#### [To do]
Look through the records, and whenever a line includes the word "tools", copy it.

#### [Extracted information]
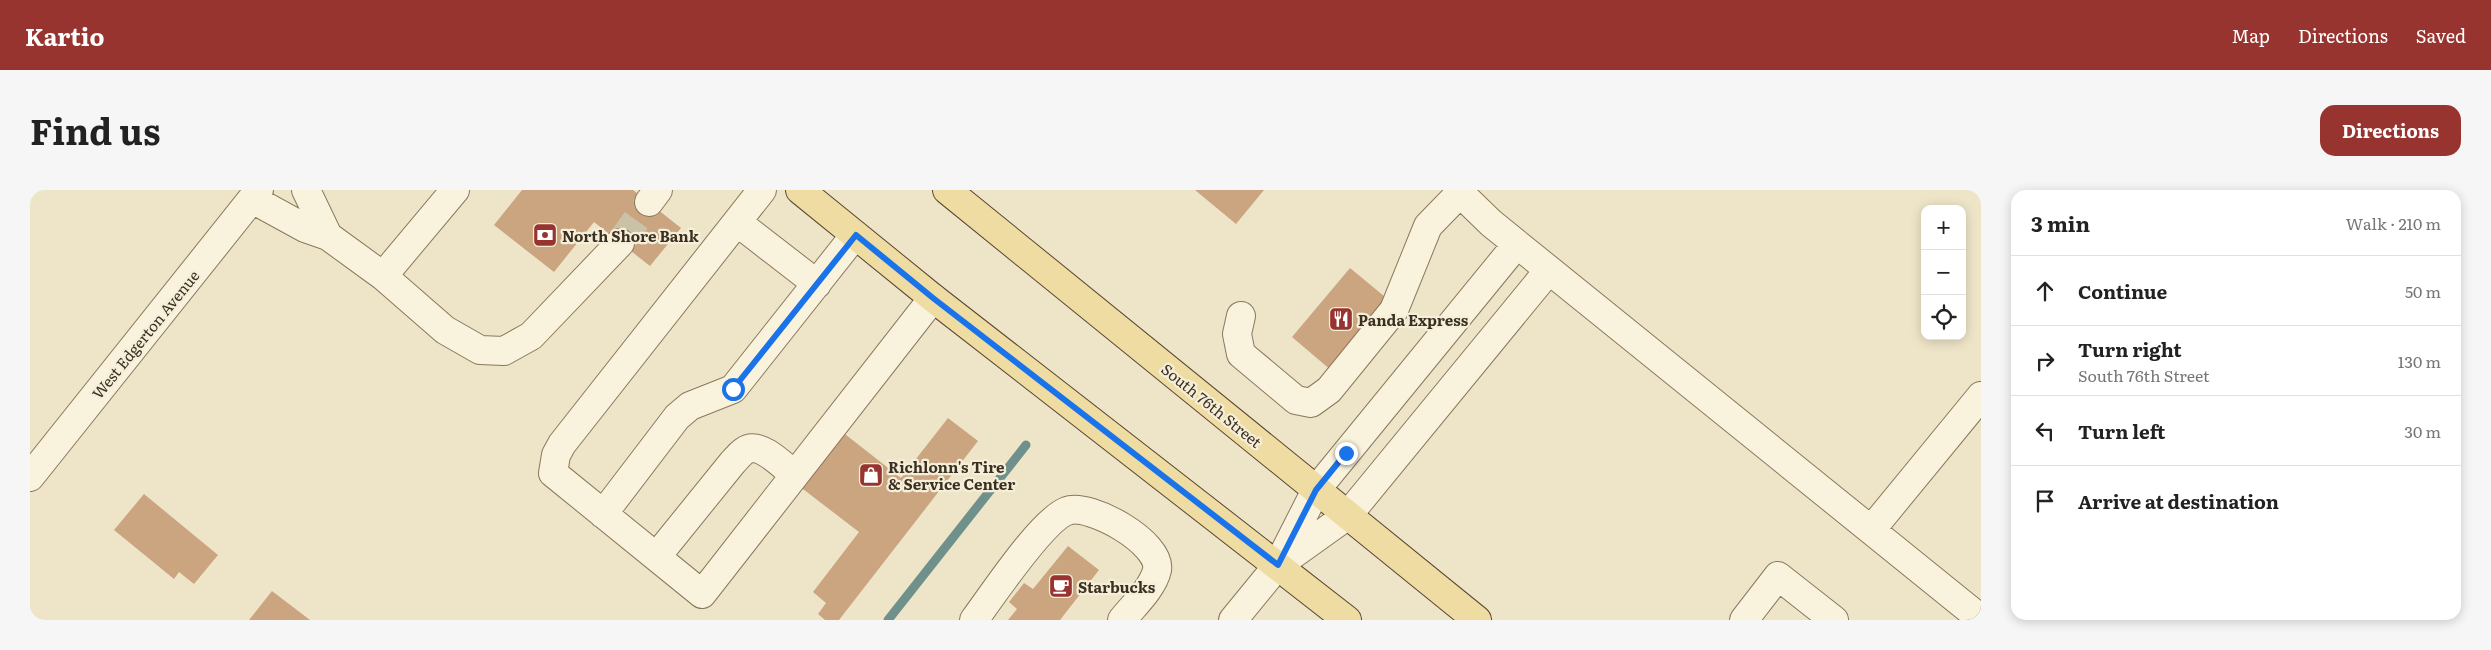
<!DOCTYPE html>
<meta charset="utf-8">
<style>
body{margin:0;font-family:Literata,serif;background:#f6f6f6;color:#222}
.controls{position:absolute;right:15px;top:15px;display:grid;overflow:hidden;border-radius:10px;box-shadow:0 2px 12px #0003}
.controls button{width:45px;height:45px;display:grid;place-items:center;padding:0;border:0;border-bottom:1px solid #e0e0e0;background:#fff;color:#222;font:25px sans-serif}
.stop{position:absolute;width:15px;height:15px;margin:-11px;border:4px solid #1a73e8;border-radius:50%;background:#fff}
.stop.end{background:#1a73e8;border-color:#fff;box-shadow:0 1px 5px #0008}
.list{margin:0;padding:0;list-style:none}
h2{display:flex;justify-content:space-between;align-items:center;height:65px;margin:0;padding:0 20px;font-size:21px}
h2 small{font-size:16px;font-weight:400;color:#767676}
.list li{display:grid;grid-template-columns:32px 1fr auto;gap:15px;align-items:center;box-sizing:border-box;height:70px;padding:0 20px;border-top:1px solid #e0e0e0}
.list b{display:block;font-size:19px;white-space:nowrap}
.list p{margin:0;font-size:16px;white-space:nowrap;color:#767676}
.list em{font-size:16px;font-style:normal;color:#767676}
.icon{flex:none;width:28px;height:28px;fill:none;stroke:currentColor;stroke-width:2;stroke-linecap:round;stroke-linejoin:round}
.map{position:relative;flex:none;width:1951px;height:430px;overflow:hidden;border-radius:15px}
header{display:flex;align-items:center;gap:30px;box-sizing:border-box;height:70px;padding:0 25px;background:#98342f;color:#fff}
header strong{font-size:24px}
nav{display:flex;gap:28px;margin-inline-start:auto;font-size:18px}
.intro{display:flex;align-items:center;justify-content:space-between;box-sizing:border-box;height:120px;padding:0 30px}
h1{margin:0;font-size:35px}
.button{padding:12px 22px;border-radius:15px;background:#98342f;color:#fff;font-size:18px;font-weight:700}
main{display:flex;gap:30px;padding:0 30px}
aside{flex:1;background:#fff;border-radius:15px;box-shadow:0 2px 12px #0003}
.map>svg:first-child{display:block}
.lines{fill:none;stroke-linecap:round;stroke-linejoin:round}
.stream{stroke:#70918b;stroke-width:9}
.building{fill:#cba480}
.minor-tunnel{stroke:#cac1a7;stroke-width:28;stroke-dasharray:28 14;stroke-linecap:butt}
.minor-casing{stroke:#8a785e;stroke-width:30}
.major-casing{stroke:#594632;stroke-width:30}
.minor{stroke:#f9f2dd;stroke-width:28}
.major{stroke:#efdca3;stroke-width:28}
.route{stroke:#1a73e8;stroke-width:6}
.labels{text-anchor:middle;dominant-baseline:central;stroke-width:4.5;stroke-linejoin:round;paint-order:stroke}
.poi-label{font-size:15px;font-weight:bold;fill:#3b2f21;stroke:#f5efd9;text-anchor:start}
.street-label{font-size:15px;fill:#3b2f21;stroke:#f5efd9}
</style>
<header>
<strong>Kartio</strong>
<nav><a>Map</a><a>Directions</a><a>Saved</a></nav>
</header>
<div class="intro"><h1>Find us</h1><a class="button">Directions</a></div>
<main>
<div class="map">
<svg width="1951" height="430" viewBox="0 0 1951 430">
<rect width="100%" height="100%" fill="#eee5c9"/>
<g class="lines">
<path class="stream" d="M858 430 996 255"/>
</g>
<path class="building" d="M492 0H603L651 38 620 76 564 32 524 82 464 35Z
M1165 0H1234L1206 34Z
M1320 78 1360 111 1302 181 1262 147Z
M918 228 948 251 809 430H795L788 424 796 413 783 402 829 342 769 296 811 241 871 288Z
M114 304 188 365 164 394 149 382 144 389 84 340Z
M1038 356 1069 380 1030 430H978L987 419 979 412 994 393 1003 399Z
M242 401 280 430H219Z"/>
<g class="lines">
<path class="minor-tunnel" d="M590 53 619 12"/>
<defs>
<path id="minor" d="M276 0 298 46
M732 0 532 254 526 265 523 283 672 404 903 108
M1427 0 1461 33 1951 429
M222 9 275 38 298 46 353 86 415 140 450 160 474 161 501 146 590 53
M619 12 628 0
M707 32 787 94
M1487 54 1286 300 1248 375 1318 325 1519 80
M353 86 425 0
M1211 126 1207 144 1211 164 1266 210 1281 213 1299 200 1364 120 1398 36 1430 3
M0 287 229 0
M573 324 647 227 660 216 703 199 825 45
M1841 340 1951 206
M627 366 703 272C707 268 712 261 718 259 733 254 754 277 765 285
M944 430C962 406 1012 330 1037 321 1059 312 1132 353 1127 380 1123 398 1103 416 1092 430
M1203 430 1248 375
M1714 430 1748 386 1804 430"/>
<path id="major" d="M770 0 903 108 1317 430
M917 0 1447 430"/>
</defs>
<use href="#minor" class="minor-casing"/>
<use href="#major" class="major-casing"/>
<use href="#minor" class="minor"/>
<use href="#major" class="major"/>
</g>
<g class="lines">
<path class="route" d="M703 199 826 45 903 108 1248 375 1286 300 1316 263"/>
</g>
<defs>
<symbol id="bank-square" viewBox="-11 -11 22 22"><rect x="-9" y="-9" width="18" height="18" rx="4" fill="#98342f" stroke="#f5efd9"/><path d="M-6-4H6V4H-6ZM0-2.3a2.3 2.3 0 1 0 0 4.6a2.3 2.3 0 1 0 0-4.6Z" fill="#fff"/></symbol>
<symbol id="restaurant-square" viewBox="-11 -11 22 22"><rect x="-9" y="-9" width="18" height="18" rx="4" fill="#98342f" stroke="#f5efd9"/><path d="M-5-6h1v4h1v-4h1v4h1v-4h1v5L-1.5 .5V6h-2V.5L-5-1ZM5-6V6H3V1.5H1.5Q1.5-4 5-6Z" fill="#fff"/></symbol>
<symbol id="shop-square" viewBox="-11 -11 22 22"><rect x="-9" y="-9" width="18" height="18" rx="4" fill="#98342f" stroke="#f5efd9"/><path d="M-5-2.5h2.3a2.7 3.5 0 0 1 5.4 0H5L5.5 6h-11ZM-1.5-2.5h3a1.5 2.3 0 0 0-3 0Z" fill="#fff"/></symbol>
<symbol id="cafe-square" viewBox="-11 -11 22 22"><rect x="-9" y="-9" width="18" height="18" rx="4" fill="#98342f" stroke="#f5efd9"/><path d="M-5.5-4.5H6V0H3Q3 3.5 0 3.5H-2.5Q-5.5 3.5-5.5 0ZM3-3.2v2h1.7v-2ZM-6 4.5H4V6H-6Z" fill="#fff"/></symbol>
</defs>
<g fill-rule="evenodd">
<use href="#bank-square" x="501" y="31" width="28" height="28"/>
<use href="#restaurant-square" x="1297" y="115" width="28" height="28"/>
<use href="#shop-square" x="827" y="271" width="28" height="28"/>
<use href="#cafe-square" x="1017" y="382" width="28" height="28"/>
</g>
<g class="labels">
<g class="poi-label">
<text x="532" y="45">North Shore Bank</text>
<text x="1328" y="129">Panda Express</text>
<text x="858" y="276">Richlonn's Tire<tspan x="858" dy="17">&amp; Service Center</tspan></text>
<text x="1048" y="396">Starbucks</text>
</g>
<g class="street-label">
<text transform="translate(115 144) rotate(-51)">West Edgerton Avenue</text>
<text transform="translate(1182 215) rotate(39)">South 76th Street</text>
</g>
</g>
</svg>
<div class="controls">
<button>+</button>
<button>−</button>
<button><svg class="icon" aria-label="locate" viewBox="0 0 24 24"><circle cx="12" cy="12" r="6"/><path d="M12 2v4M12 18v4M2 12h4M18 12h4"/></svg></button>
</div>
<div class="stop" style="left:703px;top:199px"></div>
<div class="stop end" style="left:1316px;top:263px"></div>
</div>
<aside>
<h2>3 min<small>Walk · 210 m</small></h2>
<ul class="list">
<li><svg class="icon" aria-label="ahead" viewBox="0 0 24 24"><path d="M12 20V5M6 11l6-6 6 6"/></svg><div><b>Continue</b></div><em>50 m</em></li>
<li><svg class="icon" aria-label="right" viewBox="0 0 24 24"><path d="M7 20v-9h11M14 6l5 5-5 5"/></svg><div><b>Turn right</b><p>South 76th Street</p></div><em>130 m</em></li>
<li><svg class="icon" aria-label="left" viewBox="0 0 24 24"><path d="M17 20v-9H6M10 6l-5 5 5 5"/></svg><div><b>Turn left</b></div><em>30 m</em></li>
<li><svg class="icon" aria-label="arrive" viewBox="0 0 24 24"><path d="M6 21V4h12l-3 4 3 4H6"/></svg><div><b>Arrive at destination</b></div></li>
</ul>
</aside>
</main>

==

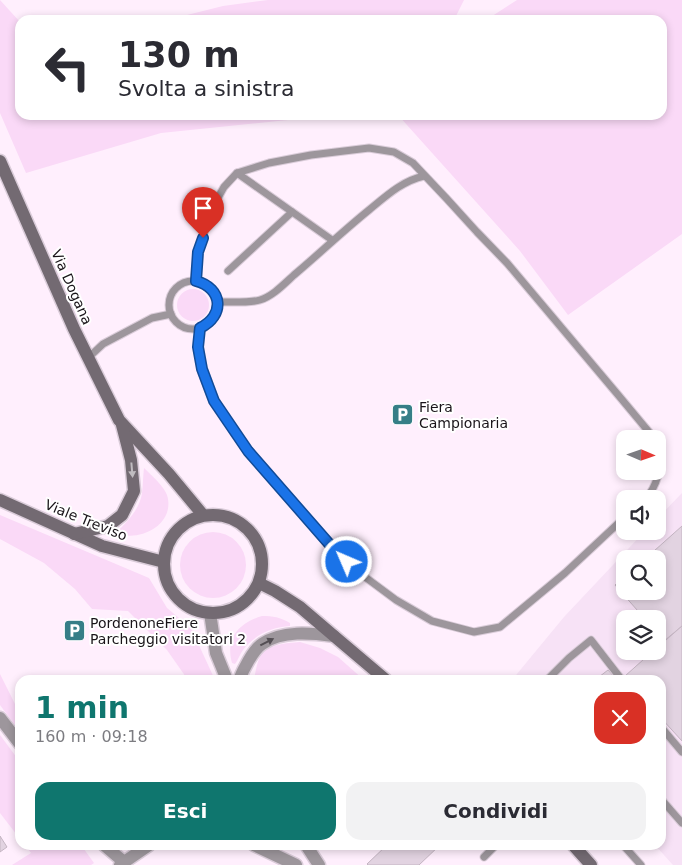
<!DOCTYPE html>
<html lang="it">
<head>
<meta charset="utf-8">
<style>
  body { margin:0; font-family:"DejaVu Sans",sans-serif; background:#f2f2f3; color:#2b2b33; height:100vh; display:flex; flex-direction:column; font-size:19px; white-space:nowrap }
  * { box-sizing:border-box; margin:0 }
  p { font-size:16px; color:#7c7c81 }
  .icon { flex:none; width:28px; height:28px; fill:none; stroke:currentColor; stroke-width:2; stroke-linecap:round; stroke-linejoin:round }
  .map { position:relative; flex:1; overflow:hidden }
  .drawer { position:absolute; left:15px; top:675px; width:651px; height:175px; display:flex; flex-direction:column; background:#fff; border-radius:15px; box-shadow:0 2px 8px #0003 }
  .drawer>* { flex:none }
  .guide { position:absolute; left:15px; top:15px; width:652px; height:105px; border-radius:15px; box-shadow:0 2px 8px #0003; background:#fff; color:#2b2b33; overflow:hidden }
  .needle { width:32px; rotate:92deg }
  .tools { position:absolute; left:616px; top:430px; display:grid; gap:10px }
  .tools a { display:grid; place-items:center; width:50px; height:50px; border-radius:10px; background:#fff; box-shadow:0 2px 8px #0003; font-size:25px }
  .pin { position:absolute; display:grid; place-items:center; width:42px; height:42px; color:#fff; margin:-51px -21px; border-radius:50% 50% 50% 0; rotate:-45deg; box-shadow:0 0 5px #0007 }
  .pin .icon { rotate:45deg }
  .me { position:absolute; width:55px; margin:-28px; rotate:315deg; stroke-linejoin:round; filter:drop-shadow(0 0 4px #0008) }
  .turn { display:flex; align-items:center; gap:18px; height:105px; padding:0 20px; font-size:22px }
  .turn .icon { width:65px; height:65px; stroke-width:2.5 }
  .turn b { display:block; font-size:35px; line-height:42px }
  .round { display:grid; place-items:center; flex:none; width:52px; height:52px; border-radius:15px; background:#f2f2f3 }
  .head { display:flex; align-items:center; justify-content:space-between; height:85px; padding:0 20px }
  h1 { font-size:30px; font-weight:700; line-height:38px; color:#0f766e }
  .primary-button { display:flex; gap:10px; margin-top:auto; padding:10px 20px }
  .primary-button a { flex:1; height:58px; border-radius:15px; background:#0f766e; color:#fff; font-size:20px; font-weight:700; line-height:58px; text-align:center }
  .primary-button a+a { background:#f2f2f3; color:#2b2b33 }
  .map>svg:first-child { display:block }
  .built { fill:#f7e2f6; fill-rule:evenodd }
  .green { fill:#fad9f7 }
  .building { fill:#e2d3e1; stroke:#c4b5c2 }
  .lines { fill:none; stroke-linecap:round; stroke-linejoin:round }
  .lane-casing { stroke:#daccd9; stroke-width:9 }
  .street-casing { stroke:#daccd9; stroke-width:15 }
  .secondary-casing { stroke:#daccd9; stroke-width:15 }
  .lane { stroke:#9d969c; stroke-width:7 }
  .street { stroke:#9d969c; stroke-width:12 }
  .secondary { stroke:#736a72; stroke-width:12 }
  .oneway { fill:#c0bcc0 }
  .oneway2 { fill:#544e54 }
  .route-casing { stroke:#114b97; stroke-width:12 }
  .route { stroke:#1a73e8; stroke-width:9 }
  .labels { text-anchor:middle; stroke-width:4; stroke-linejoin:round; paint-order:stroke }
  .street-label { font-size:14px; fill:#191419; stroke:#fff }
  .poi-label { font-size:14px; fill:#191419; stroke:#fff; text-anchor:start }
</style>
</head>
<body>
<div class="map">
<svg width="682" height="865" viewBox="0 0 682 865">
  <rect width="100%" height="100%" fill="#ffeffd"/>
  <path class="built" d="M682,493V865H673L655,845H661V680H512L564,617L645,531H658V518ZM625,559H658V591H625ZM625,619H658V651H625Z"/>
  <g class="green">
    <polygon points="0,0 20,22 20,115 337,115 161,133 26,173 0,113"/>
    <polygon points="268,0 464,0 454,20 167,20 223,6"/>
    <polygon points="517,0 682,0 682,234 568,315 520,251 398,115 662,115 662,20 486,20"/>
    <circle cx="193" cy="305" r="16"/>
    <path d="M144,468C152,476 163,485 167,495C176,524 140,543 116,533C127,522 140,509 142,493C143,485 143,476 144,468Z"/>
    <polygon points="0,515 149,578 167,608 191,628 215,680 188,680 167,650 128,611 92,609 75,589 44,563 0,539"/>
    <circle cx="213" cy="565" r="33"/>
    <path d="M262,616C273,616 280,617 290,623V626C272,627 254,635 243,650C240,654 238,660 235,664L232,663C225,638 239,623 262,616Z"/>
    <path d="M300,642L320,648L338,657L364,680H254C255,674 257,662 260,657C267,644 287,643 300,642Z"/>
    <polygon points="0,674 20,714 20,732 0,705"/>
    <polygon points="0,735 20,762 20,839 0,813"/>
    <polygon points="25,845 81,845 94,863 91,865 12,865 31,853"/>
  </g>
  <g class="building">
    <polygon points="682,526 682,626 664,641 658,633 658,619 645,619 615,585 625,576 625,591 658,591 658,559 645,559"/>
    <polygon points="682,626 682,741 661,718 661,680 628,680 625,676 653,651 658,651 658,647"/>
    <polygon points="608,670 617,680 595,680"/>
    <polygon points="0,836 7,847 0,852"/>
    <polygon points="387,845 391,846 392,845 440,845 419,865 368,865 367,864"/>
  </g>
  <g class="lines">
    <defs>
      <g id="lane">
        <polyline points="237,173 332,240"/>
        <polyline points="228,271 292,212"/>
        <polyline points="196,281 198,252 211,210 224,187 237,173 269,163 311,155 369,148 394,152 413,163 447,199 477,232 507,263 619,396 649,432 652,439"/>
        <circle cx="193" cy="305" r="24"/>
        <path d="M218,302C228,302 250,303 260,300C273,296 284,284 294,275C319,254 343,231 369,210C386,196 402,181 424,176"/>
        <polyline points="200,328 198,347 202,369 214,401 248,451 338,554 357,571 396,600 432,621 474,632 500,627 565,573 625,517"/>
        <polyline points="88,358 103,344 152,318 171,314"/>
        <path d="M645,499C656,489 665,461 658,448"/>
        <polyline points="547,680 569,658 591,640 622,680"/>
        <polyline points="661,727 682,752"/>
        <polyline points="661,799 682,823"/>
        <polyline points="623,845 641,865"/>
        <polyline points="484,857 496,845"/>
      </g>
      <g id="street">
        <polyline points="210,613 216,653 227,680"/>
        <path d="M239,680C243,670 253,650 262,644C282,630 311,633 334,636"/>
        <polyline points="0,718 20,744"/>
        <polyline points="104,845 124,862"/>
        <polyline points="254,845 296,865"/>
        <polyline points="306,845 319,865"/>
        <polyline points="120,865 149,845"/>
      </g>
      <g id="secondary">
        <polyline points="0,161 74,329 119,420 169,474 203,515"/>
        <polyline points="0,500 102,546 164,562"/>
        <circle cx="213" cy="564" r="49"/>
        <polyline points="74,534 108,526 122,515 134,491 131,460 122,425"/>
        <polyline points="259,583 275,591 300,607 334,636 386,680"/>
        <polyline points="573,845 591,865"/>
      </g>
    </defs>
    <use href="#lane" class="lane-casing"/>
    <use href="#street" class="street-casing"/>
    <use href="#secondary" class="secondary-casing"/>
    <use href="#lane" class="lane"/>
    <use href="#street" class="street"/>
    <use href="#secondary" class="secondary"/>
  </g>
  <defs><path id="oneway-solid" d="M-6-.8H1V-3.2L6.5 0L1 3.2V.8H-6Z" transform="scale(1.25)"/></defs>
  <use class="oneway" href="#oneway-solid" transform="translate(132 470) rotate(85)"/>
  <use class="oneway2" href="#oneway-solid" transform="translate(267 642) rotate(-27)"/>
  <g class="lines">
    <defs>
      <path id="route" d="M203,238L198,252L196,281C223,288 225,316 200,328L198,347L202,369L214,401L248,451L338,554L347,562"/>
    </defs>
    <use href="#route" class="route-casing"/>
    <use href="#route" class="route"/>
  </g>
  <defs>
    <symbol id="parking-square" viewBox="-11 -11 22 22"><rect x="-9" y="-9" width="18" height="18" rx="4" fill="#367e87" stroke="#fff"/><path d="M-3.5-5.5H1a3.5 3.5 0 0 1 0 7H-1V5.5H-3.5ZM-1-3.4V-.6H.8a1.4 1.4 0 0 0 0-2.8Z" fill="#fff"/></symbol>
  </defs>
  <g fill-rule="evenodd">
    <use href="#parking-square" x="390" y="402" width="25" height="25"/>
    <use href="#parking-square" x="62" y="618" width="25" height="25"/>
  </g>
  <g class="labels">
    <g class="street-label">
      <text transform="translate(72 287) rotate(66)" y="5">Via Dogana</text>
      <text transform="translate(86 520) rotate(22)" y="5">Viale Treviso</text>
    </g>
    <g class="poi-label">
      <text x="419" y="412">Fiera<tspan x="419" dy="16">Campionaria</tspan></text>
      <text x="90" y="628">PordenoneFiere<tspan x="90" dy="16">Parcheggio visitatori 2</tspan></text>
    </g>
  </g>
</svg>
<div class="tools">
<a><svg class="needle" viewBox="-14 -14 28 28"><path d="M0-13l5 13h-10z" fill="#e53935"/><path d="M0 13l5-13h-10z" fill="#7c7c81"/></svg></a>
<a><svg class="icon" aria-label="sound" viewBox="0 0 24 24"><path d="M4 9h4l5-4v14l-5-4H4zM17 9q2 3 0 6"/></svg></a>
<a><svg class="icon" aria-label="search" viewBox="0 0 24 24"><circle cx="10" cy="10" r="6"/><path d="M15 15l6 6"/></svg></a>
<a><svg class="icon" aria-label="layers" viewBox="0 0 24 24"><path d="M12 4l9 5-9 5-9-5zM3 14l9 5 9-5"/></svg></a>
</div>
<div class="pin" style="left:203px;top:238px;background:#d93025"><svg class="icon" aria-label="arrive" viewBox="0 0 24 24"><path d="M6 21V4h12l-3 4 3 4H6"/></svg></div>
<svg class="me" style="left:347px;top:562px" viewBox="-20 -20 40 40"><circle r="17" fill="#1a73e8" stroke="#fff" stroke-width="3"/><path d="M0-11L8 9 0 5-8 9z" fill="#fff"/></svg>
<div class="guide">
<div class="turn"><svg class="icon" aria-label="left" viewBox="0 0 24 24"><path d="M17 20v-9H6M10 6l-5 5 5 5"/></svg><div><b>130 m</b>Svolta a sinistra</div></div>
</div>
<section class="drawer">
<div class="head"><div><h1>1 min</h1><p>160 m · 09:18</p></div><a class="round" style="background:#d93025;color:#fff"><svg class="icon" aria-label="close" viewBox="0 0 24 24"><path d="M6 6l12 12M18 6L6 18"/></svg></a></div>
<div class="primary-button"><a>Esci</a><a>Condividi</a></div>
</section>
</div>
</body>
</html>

#### [Written response]
  .tools { position:absolute; left:616px; top:430px; display:grid; gap:10px }
  .tools a { display:grid; place-items:center; width:50px; height:50px; border-radius:10px; background:#fff; box-shadow:0 2px 8px #0003; font-size:25px }
<div class="tools">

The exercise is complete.